Saudi Awwal Bank (SAB; البنك السعودي الأول) is a Riyadh-based Saudi joint stock company in which global banking group HSBC owns a minority stake. The bank traces its origins to the British Bank of the Middle East which was acquired by HSBC in 1959. In response to restrictions on foreign ownership of banks in Saudi Arabia, Saudi Arab British Bank (SABB) was created in 1978 to manage HSBC branches and assets in the country.

In May 2018, prompted by recent changes to Vision 2030 economic reforms, SABB announced its intention to acquire Alawwal Bank in the Saudi banking sector's first merger in twenty years. On June 16, 2019, the official legal merger of Saudi British Bank and Alawwal Bank was completed, making the two banks one legal entity. The bank adopted its current name following the completion of the merger.

SAB is one of the five largest Saudi banks by deposits, and has over eighty branches across Saudi Arabia and one branch in London, England.
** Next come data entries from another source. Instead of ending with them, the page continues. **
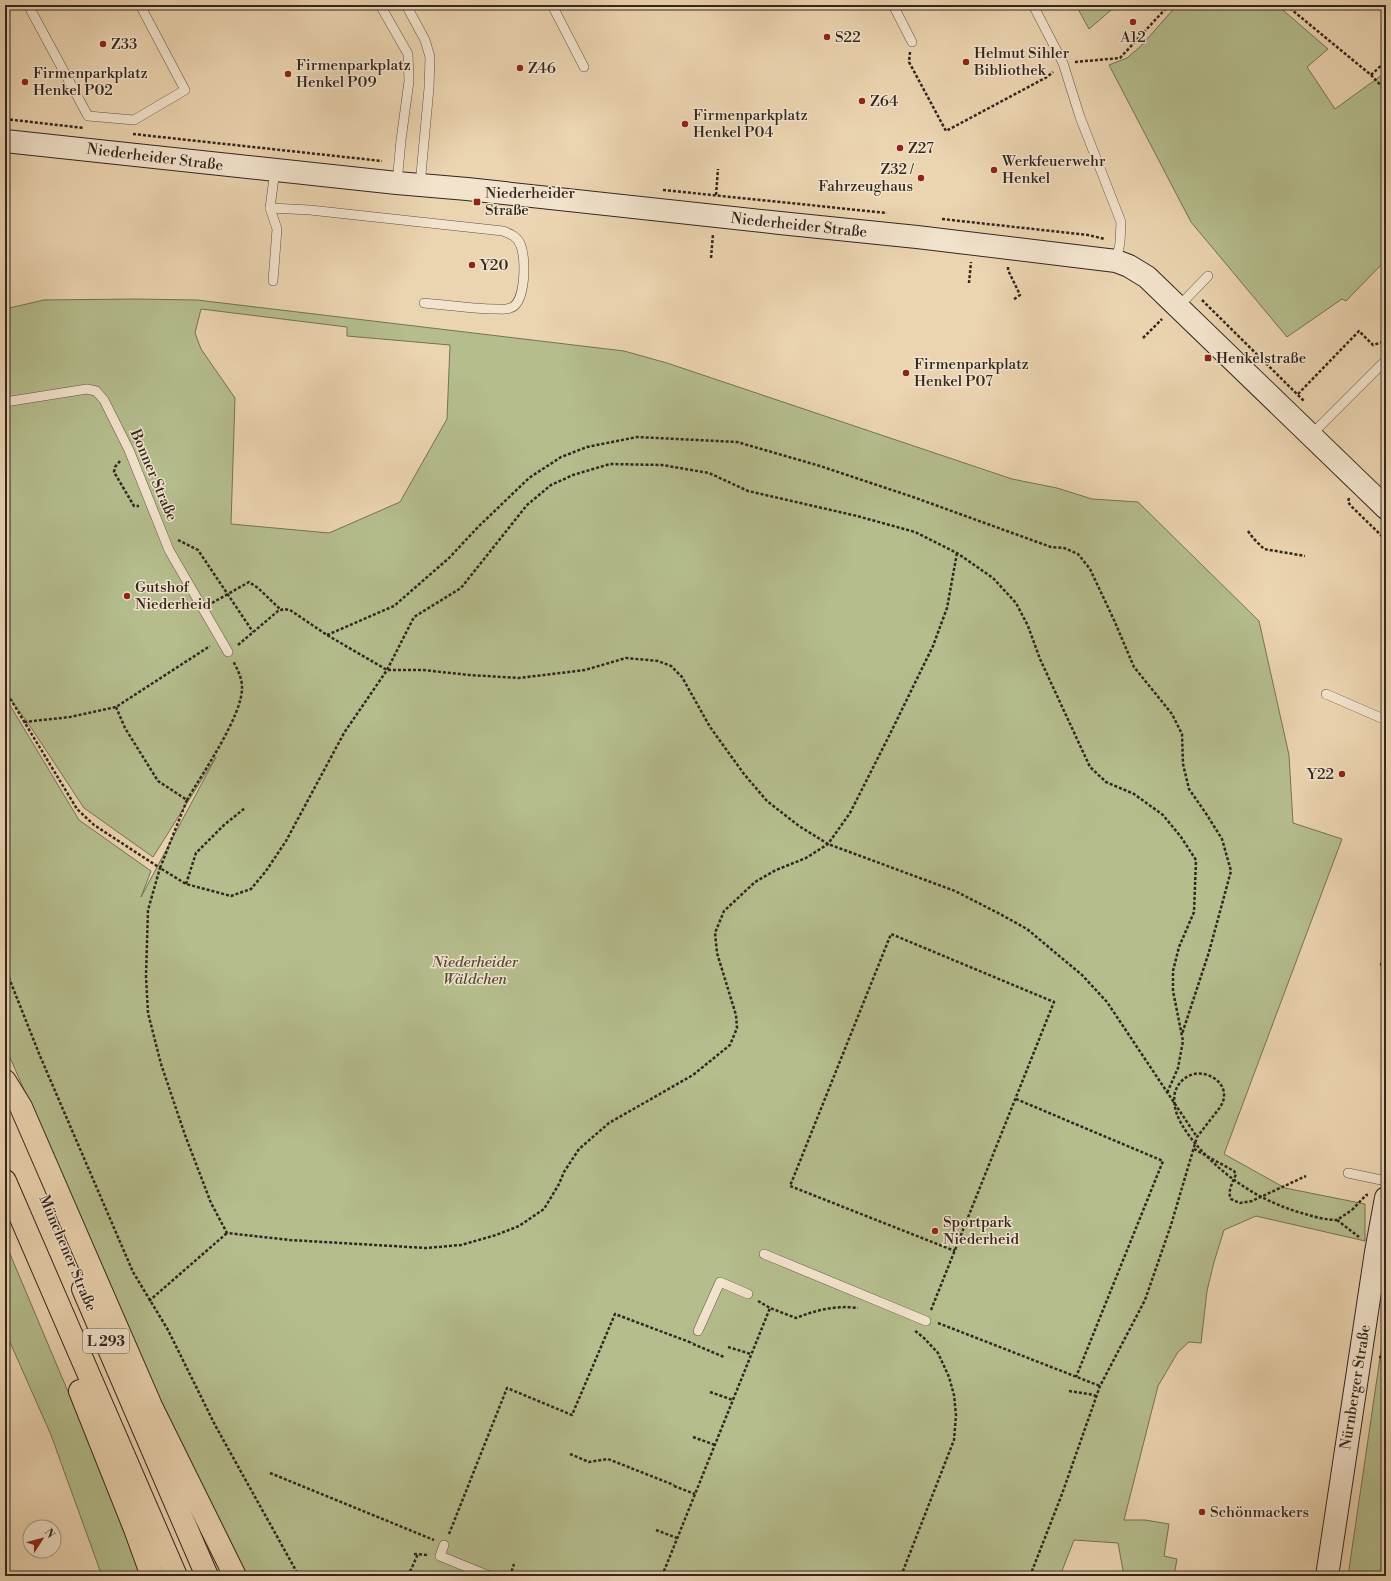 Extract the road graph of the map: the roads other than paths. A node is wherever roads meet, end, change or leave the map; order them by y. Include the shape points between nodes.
1 (28, 5) edge
2 (140, 5) edge
3 (380, 5) edge
4 (406, 5) edge
5 (552, 5) edge
6 (893, 5) edge
7 (1033, 5) edge
8 (912, 42) road end
9 (584, 67) dead end
10 (5, 141) edge
11 (275, 170) junction
12 (397, 183) junction
13 (420, 185) junction
14 (270, 208) junction
15 (1118, 252) junction
16 (1208, 276) dead end
17 (273, 281) dead end
18 (424, 303) dead end
19 (1177, 306) junction
20 (1386, 360) edge
21 (5, 402) edge
22 (1311, 435) junction
23 (1386, 508) edge
24 (228, 652) road end
25 (1326, 694) dead end
26 (1386, 720) edge
27 (5, 1081) edge
28 (5, 1107) edge
29 (1348, 1173) dead end
30 (1386, 1180) edge
31 (5, 1181) edge
32 (1386, 1198) edge
33 (764, 1254) dead end
34 (748, 1294) dead end
35 (58, 1304) junction
36 (927, 1320) road end
37 (698, 1331) road end
38 (444, 1545) road end
39 (152, 1576) edge
40 (176, 1576) edge
41 (207, 1576) edge
42 (235, 1576) edge
43 (489, 1576) edge
44 (1327, 1576) edge

1 - 2 lane via 88,116 134,120 185,90
3 - 12 lane via 408,54 409,81
4 - 13 lane via 425,40 430,57 430,88
5 - 9 lane
6 - 8 lane
7 - 15 lane via 1063,63 1080,117 1121,222
10 - 11 street, Niederheider Straße
11 - 12 street, Niederheider Straße
11 - 14 lane
12 - 13 street, Niederheider Straße
13 - 15 street, Niederheider Straße via 917,237
14 - 17 lane via 277,229
14 - 18 lane via 503,231 513,234 521,245 525,261 521,297 510,309
15 - 19 street
16 - 19 lane
19 - 22 street
20 - 22 lane
21 - 24 lane, Bonner Straße via 87,389 96,391 104,400 129,450 170,550
22 - 23 street
25 - 26 lane
27 - 42 highway via 21,1106 151,1406
28 - 41 highway, Münchener Straße / L 293
29 - 30 lane
31 - 35 highway, Münchener Straße / L 293
32 - 44 street, Nürnberger Straße
33 - 36 lane
34 - 37 lane via 720,1282
35 - 39 highway via 64,1352
35 - 40 highway, Münchener Straße / L 293
38 - 43 lane via 440,1556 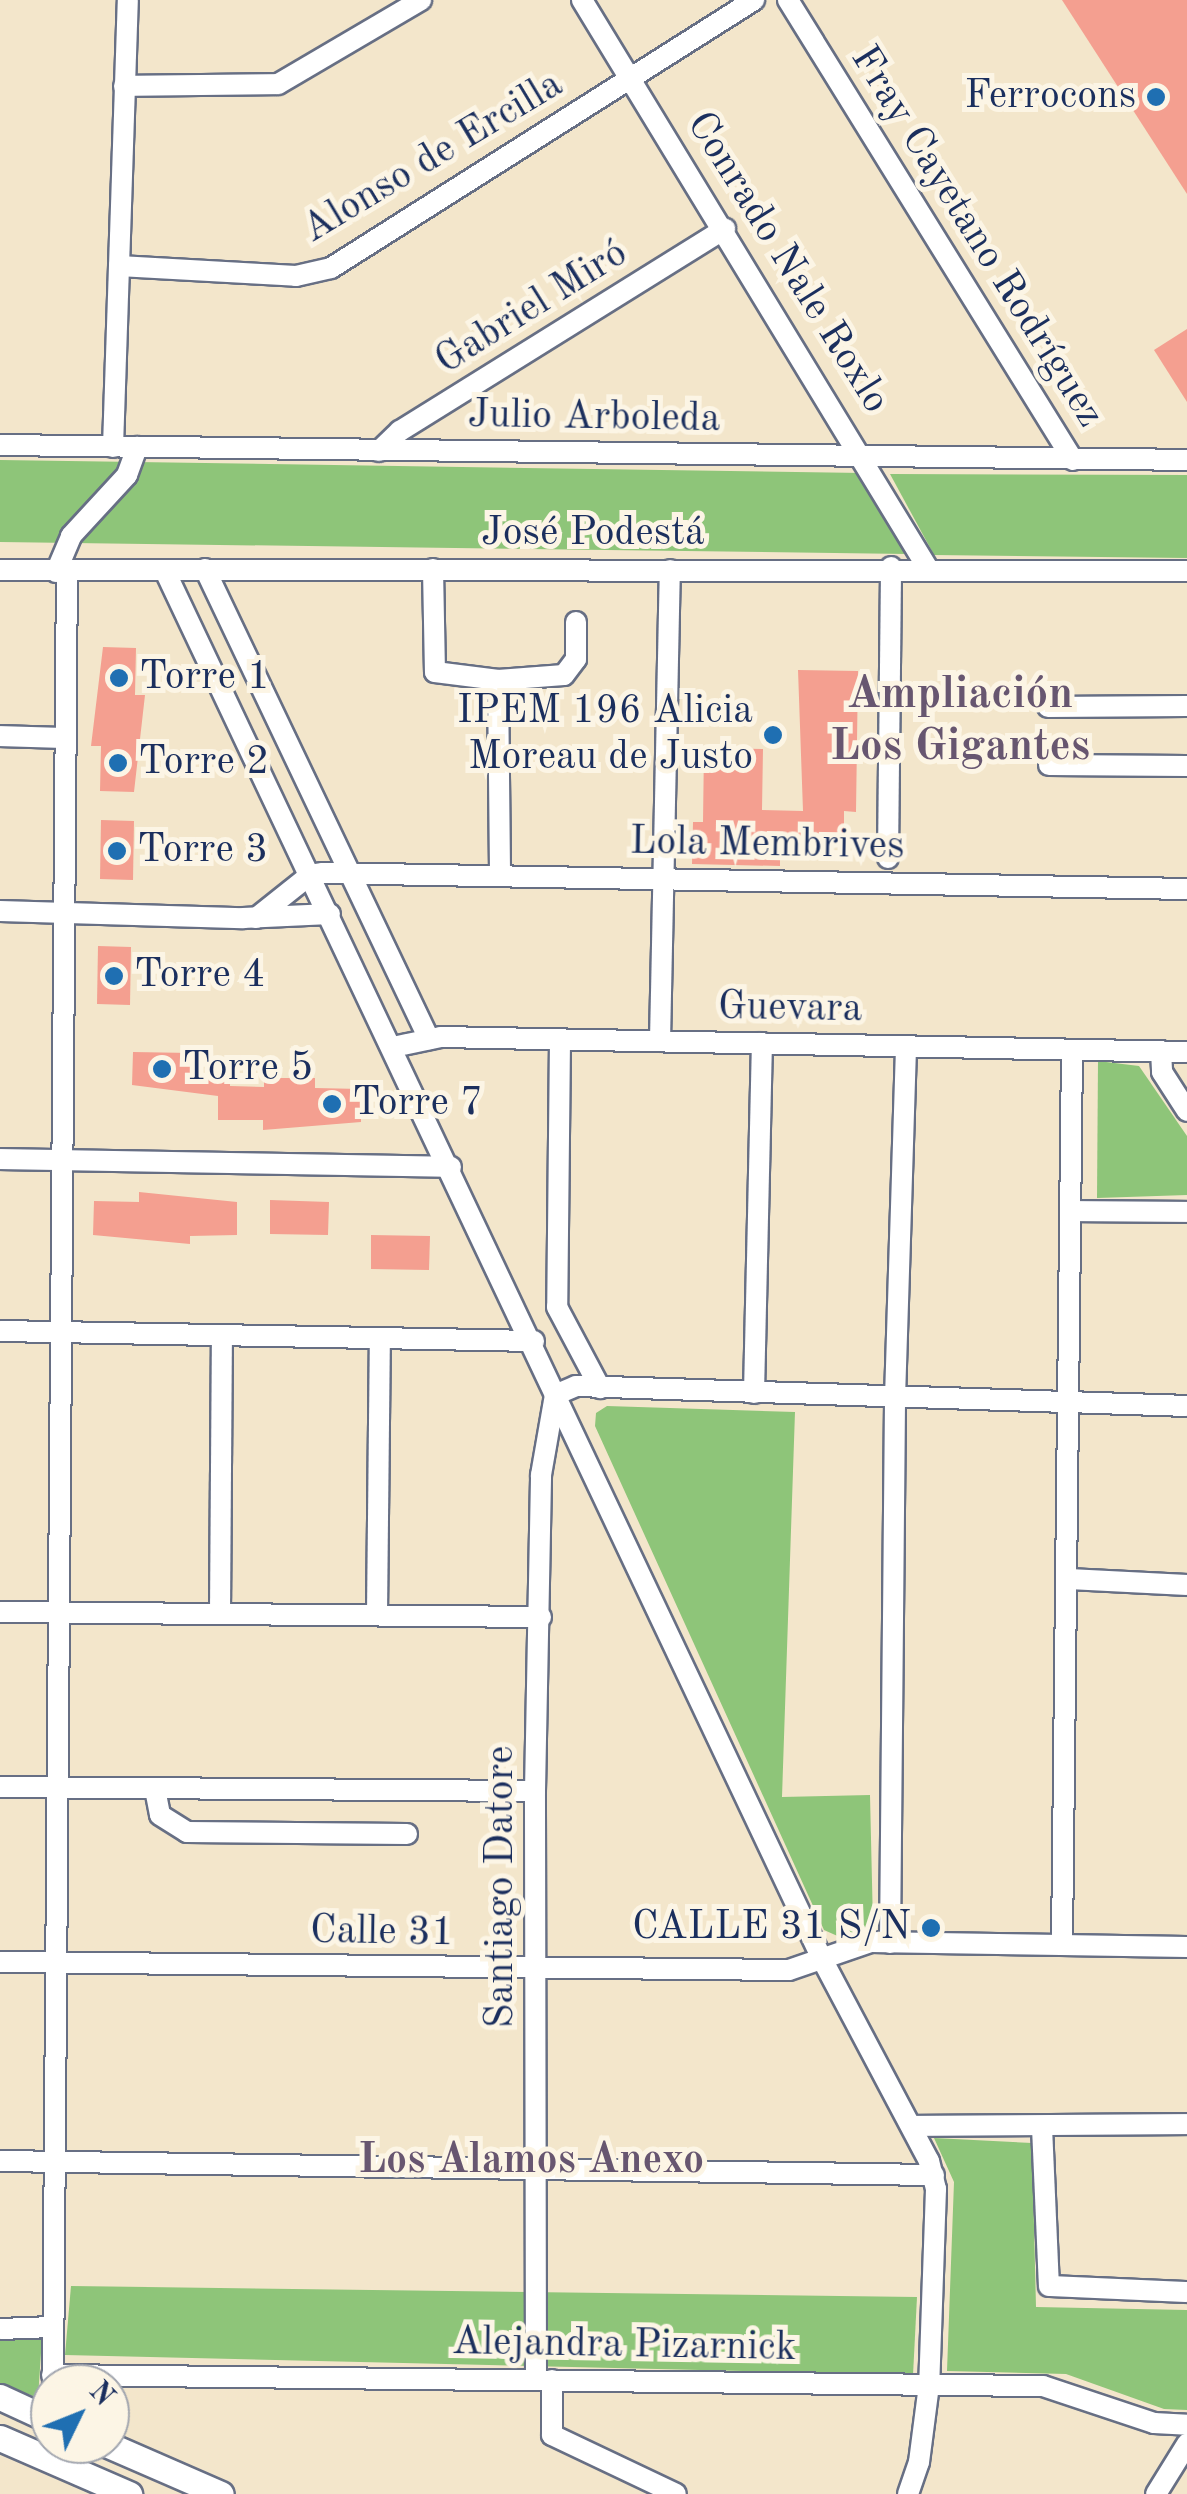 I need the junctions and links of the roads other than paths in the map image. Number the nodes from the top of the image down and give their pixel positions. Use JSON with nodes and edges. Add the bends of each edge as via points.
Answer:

SAB was ranked 11th on Forbes Middle East's 30 Most Valuable Banks 2025 list. It also ranked 21st on Forbes Middle East's Top 100 Listed Companies list.

==History==

=== British Bank of Iran and the Middle East (1950) ===
The British Bank of Iran and the Middle East (which in 1952 became British Bank of the Middle East - BBME) opened branches in Jeddah and Khobar in 1950. The Jeddah branch in particular depended for its profits on the Hajj, the Muslim pilgrimage to Makkah (Mecca). HSBC acquired BBME in 1959.

=== Saudi Arab British Bank (1978) ===
In 1976 the central bank enacted its sweeping policy of banking sector Saudization to address foreign banks' domination of the sector and its impact on the Saudi economy. Consequently, it directed all foreign bank branches to incorporate in Saudi Arabia (i.e., become Saudi companies with Saudi capital) and limited their parent companies to ownership of 40% of these new entities.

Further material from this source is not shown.